We're especially excited because for years you've asked us to share more tools and techniques to make organic gardening easier and more successful...
...and finally we are!
See you soon!
February 22nd - 25th
5 Easy Seeds to Save Thursday at 11 am
10 Tips for Container Gardening Friday at 3:30
7 Essentials of Seed Starting Sunday at 11
March 2nd - 11th
7 Keys to Simplify Watering Your Garden Saturday the 3rd at 2 pm
Milkweed for Monarchs: Growing 5 Natives from Seed Sunday the 4th at 10 am
Petra participates in the Gardener's Studio Container Challenge Sunday the 4th at noon
March 8th - 11th
7 Essentials of Organic Seed Starting Sunday at 1:30
March 21st - 25th
March 21st - 25th
7 Keys to Organic Gardening Success in Short Seasons Saturday at 1
Bring your questions, your stories and your garden dreams to share!
We can't wait to see you there :)
On a completely separate note, I just shared a remarkable afternoon at the George Eastman Museum with my beloved sister Greta.
George Eastman, who founded Kodack, loved plants and filled his surreal home with thousands of ‘forced bulbs’ in pots each February. Oceans of amaryllis, tulip, narcissus, hyacinth and primrose. Broad washes of lavender, cream, yellow and crimson. It must have breathtaking.
Because it sure is now, a century later, when the Museum celebrates the tradition every year (go, go now!) and the air is thick with the scent and sight of spring.
But here’s the thing.
The Museum makes the exact same order of bulbs each season that George Eastman made himself.
Only one single variety of paper white is still commercially available. The rest are similar of course, but not the same. (Is one child replace-able with another?)
Friends, knowing that we’ve lost 80% of the varieties that existed a century ago is a statistic that feels as familiar as my love of seeds. I’ve seen (and tasted) the implications first-hand countless times.

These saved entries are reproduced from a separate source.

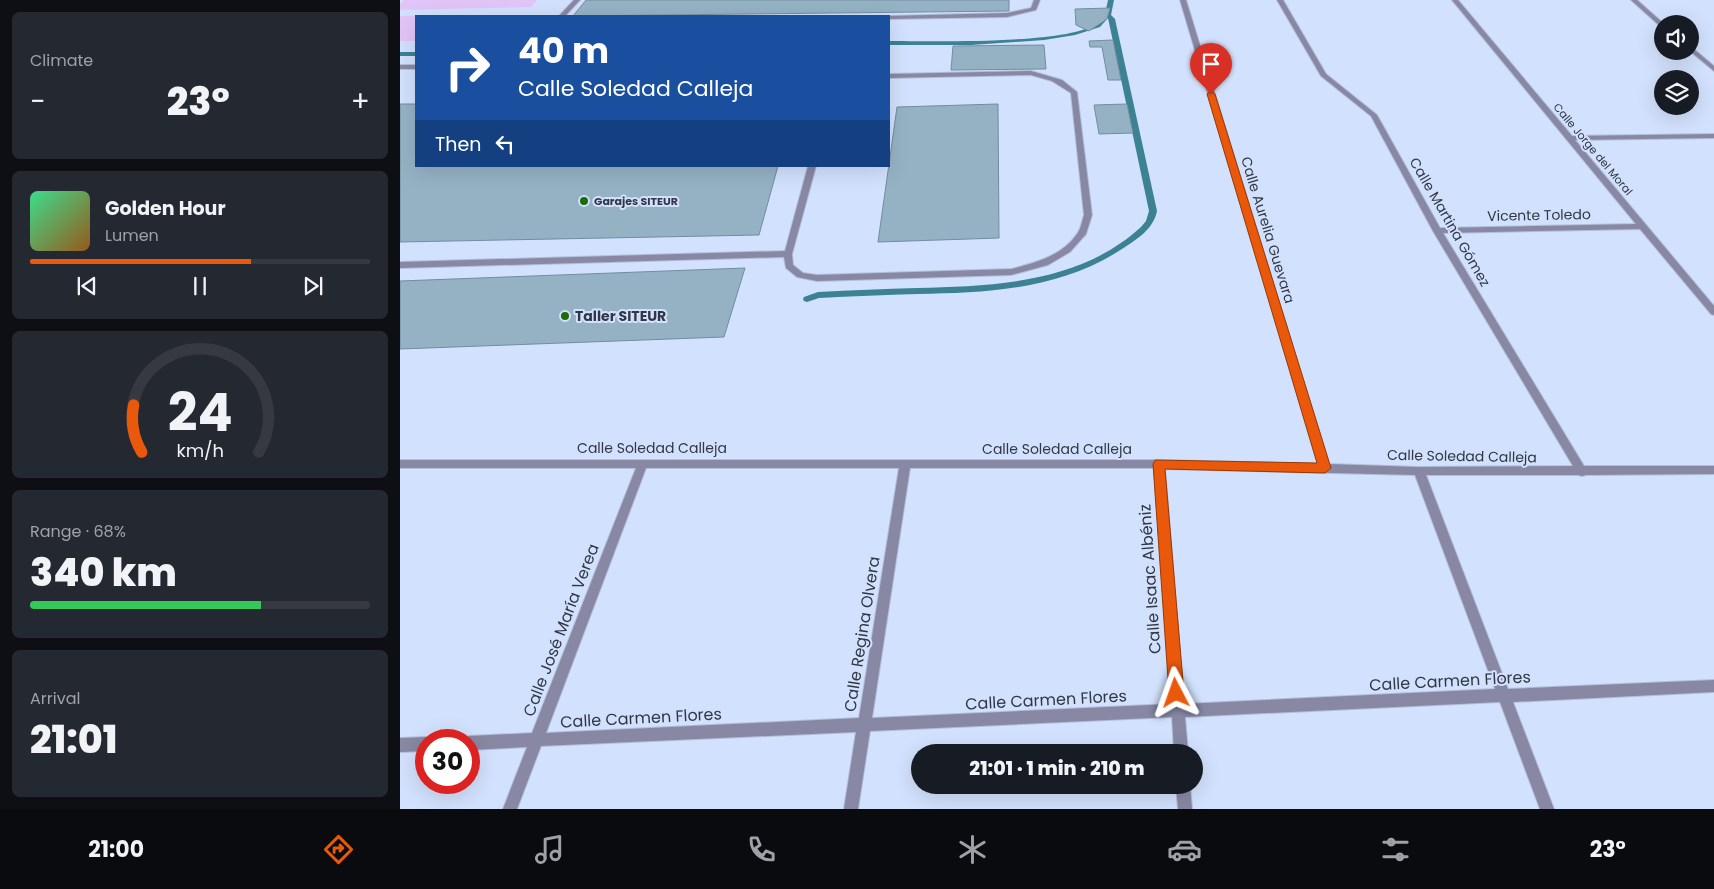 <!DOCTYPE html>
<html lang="en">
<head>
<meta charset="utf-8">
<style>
	body { margin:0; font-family:Poppins,sans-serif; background:#242831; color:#f1f3f6; height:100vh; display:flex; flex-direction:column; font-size:19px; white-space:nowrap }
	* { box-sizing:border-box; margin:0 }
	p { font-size:16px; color:#9ea1a6 }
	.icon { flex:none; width:28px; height:28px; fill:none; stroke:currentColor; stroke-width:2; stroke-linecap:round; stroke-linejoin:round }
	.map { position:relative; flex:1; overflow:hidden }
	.panel { display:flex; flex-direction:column; gap:12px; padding:12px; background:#0d0f14; width:400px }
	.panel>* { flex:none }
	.hud { position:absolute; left:15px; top:15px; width:475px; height:152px; border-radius:0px; box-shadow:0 5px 20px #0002; background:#1a4fa0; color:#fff; overflow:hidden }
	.tools { position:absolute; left:1254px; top:15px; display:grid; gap:10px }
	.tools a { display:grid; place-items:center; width:45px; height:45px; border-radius:50%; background:#171b24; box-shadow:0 5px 20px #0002; font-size:25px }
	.speed { position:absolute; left:15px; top:729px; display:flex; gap:10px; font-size:25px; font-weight:700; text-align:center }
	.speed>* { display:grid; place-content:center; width:65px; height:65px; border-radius:50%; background:#171b24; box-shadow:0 5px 20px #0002; line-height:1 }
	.speed .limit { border:8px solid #d22; background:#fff; color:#111 }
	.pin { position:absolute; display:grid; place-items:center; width:42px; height:42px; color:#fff; margin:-51px -21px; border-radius:50% 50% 50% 0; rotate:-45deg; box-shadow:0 0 5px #0007 }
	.pin .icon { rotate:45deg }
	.me { position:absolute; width:55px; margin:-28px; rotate:356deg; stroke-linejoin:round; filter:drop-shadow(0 0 4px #0008) }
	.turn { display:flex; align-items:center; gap:18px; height:105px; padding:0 20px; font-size:22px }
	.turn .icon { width:65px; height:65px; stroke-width:2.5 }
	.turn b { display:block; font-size:35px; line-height:42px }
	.then { display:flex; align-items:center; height:48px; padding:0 20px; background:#0003; gap:10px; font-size:19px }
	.big { font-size:38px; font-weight:800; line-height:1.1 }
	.panel .tile { flex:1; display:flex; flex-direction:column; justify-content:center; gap:8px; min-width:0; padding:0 18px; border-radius:8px; background:#242831 }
	.panel .dial { align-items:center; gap:0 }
	.dial svg { height:130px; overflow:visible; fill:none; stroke:#363941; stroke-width:7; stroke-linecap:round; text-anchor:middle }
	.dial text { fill:#f1f3f6; stroke:none }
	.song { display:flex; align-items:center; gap:15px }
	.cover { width:60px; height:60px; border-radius:8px; background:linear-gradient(135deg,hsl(150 70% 55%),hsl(30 70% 35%)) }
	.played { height:5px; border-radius:2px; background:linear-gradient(90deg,#ea580c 65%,#363941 65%) }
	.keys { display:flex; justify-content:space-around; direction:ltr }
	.heat { display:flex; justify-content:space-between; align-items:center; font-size:28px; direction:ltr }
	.charge { height:8px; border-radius:4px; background:linear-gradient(90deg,#34c759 68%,#363941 0) }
	.trip { position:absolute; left:511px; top:744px; width:292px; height:50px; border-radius:25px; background:#171b24; box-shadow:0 5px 20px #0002; font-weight:800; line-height:50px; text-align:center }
	.tabs { display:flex; height:80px; justify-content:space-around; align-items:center; background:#090b0e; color:#9ea1a6 }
	.tabs .icon { width:35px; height:35px }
	.tabs .current { color:#ea580c }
	.tabs b { font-size:22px; color:#f1f3f6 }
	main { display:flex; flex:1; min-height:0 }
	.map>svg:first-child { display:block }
	.green { fill:#e1c5f8 }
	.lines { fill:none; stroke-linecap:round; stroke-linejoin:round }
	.stream { fill:#3c8292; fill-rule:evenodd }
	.building { fill:#95b2c5; stroke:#718d9f }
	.service-casing { stroke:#b2bfd8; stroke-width:2 }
	.minor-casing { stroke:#b2bfd8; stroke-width:2 }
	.service { fill:#8888a4; fill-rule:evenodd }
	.minor { fill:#8888a4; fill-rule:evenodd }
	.route { fill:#ea580c; stroke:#983908 }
	.poi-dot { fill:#206b08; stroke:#d2e1fd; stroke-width:2 }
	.labels { text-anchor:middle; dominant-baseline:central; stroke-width:4; stroke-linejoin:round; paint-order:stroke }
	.far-street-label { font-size:11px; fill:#323843; stroke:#d2e1fd }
	.far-poi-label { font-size:11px; font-weight:bold; fill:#323843; stroke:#d2e1fd; text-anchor:start }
	.street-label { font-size:14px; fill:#323843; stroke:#d2e1fd }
	.poi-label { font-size:14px; font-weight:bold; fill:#323843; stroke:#d2e1fd; text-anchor:start }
	.near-street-label { font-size:16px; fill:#323843; stroke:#d2e1fd }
</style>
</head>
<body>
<main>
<section class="panel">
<div class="tile"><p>Climate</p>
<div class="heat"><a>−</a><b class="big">23°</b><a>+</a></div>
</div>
<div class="tile">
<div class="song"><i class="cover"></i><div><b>Golden Hour</b><p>Lumen</p></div></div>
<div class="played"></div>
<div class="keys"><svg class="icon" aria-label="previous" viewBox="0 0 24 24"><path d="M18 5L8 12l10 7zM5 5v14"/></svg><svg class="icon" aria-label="pause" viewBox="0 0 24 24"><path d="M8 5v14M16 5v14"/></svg><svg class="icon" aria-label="next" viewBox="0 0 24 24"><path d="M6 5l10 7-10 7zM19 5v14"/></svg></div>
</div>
<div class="tile dial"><svg viewBox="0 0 100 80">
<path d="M14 69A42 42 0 1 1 86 69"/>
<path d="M14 69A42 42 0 0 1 9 40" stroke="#ea580c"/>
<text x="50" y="56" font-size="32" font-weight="700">24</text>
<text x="50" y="72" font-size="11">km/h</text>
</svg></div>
<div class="tile"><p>Range · 68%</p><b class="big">340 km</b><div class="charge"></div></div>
<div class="tile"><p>Arrival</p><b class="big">21:01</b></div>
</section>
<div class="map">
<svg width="1314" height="809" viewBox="0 0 1314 809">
	<rect width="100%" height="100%" fill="#d2e1fd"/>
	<!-- green -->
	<g class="green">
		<path d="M4 0H137L131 7 0 10V4Z"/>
		<path d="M73 15 16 16V41H0V16Z"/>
	</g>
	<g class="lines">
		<!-- stream -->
		<g class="stream">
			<path d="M708 0H714L711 15 715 19 757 211C753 230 737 239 722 249 661 289 589 293 518 294 485 295 452 296 419 298L407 302 404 301 403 299 404 297 418 292C451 290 484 289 517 288 595 286 680 283 741 227L746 221 749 211 708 18 700 27 675 35 644 40 571 45H489V41C528 41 671 45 697 23 705 16 706 10 708 0Z"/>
			<rect x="0" y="52" width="16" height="4"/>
		</g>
	</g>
	<!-- building -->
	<g class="building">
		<path d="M186 0H609V11L173 16Z"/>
		<path d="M710 8 707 19 689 31 676 25 675 9Z"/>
		<path d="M713 40 721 80H708L702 47H690L689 41Z"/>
		<path d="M644 45 646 69 551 70 553 46Z"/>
		<path d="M0 104H16V166H378L359 235 0 242Z"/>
		<path d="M598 104 599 238 478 242 497 107Z"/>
		<path d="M727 104 733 133 699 134 694 105Z"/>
		<path d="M345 268 324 337 0 349V281Z"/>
	</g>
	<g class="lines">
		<defs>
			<g id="service">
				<path d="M174 0H180L165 16H159Z"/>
				<path d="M634 0H640L636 10 607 17 489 19V16H487L607 13 631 8Z"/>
				<rect x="0" y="65" width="16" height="4"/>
				<path d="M631 71 662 80 677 92 692 215 686 234 670 252 648 265 611 275 417 281 397 277 386 268 384 257 0 268V262L385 251 408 166H416L392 254 393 265 403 273 417 275 611 269C635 263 662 256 677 234 681 229 682 221 684 215L671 93 652 81 631 75 489 78V74Z"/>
			</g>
			<g id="minor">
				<path d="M780 0H786L929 464 1019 467 1173 466 1033 231 971 116 921 76 877 0H883L926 74 977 115 1040 228 1236 224 1052 0H1058L1172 136 1314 134V138L1175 140 1314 306V315L1311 314 1240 229 1043 233 1184 466H1314V474L1186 475 1182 476 1178 475H1026L1108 689 1314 680V692L1113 702 1154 809H1140L1100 702 785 717 788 752H774L772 717 470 731 458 809H444L456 732 141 746 117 809H103L127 747 69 750V740H63L69 736 132 733 236 468H0V460H759L918 464ZM246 468H499L459 718 146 733ZM510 468H754L771 704 472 718ZM765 469 1015 475 1095 689 784 704Z"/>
				<path d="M1231 0H1237L1264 24H1262V27L1260 26Z"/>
				<path d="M1290 46 1314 66V71L1290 51Z"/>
				<path d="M26 737 31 740H26V751L0 752V738Z"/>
				<path d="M776 785H790L792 809H778Z"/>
			</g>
		</defs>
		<!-- service casing -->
		<use href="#service" class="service-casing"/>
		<!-- minor casing -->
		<use href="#minor" class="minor-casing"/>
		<!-- service -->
		<use href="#service" class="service"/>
		<!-- minor -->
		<use href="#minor" class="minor"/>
	</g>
	<!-- route -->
	<path class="route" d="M811 91 815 94 931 468 925 473 765 469 784 693 781 698 776 700 771 698 769 693 753 464 755 460 917 463 807 94Z"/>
	<!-- markers -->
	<g class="poi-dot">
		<circle cx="184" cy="201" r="5"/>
		<circle cx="165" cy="316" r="5"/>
	</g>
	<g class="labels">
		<!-- far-street labels -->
		<g class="far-street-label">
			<text transform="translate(1193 149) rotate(50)">Calle Jorge del Moral</text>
		</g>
		<!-- far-poi labels -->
		<g class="far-poi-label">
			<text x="194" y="201">Garajes SITEUR</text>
		</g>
		<!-- street labels -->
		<g class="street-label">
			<text transform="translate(1139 215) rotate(-1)">Vicente Toledo</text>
			<text transform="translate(1050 222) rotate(60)">Calle Martina Gómez</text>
			<text transform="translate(868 230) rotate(73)">Calle Aurelia Guevara</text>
			<text x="252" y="448">Calle Soledad Calleja</text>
			<text x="657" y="449">Calle Soledad Calleja</text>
			<text transform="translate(1062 456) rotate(1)">Calle Soledad Calleja</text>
		</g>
		<!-- poi labels -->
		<g class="poi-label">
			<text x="175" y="316">Taller SITEUR</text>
		</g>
		<!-- near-street labels -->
		<g class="near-street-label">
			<text transform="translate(750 579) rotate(-94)">Calle Isaac Albéniz</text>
			<text transform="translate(161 630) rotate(-69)">Calle José María Verea</text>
			<text transform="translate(462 634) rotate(-81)">Calle Regina Olvera</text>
			<text transform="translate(1050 681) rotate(-3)">Calle Carmen Flores</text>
			<text transform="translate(646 700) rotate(-3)">Calle Carmen Flores</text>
			<text transform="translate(241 718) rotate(-3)">Calle Carmen Flores</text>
		</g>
	</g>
</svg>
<div class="tools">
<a><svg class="icon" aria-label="sound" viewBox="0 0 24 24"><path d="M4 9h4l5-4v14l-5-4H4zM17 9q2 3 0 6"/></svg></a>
<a><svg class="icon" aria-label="layers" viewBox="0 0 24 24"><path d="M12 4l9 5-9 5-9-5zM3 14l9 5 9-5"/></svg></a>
</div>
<div class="speed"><div class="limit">30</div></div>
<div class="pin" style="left:811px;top:94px;background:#d93025"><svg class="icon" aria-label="arrive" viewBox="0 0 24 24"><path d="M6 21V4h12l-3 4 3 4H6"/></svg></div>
<svg class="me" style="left:776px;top:693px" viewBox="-20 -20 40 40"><path d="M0-17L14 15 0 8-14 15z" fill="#ea580c" stroke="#fff" stroke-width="4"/></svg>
<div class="trip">21:01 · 1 min · 210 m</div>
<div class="hud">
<div class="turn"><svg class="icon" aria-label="right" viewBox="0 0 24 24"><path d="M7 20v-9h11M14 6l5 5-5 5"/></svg><div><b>40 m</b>Calle Soledad Calleja</div></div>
<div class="then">Then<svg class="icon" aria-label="left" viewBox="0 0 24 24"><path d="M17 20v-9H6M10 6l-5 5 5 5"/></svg></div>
</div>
</div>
</main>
<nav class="tabs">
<b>21:00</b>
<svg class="icon current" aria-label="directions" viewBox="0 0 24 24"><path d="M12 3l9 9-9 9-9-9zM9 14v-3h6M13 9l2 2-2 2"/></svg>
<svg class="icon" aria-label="music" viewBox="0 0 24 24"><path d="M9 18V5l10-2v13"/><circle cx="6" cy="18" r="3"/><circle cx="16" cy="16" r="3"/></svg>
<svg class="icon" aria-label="phone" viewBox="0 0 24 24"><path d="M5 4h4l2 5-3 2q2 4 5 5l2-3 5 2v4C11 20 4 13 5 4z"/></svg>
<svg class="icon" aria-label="climate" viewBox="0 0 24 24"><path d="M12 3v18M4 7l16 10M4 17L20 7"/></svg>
<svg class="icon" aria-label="car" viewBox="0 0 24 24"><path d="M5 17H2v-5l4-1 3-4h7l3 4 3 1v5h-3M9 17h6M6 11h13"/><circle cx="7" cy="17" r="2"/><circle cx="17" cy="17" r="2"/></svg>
<svg class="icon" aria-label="filters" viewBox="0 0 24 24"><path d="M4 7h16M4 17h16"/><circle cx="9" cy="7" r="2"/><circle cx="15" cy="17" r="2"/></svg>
<b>23°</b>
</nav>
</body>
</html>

And yet, standing there in the George Eastman Museum, surrounded by marble and exquisitely wrought iron, by stuffed elephant heads and everything that meant we’ve arrived in a new century a century ago, I’m struck.
What we love is so fleeting. We can build a business, a brand, we can change the world. What we love can still be lost.
The extinction of countless varieties of flower, grain, tomato and basil, cotton and linen, of everything, absolutely everything: After thousands of years of domestication, of mutual evolution, they are simply gone.
We can create diversity anew.
As our ancestors have.
As every species still alive has.
Like this kale, ‘Rainbow Lacinato’ developed by Frank Morton just a handful of years ago, that one day will become a beloved heirloom, a variety older than many living memories combined.
Yes, mourn our losses. Our short-sighted human vision. Mourn the varieties we’ve created and lost in the blink of an eye.
Let us too rejoice. Our work matters.
We can do what we can, and that is more than we think.
What will you do today to preserve what you love?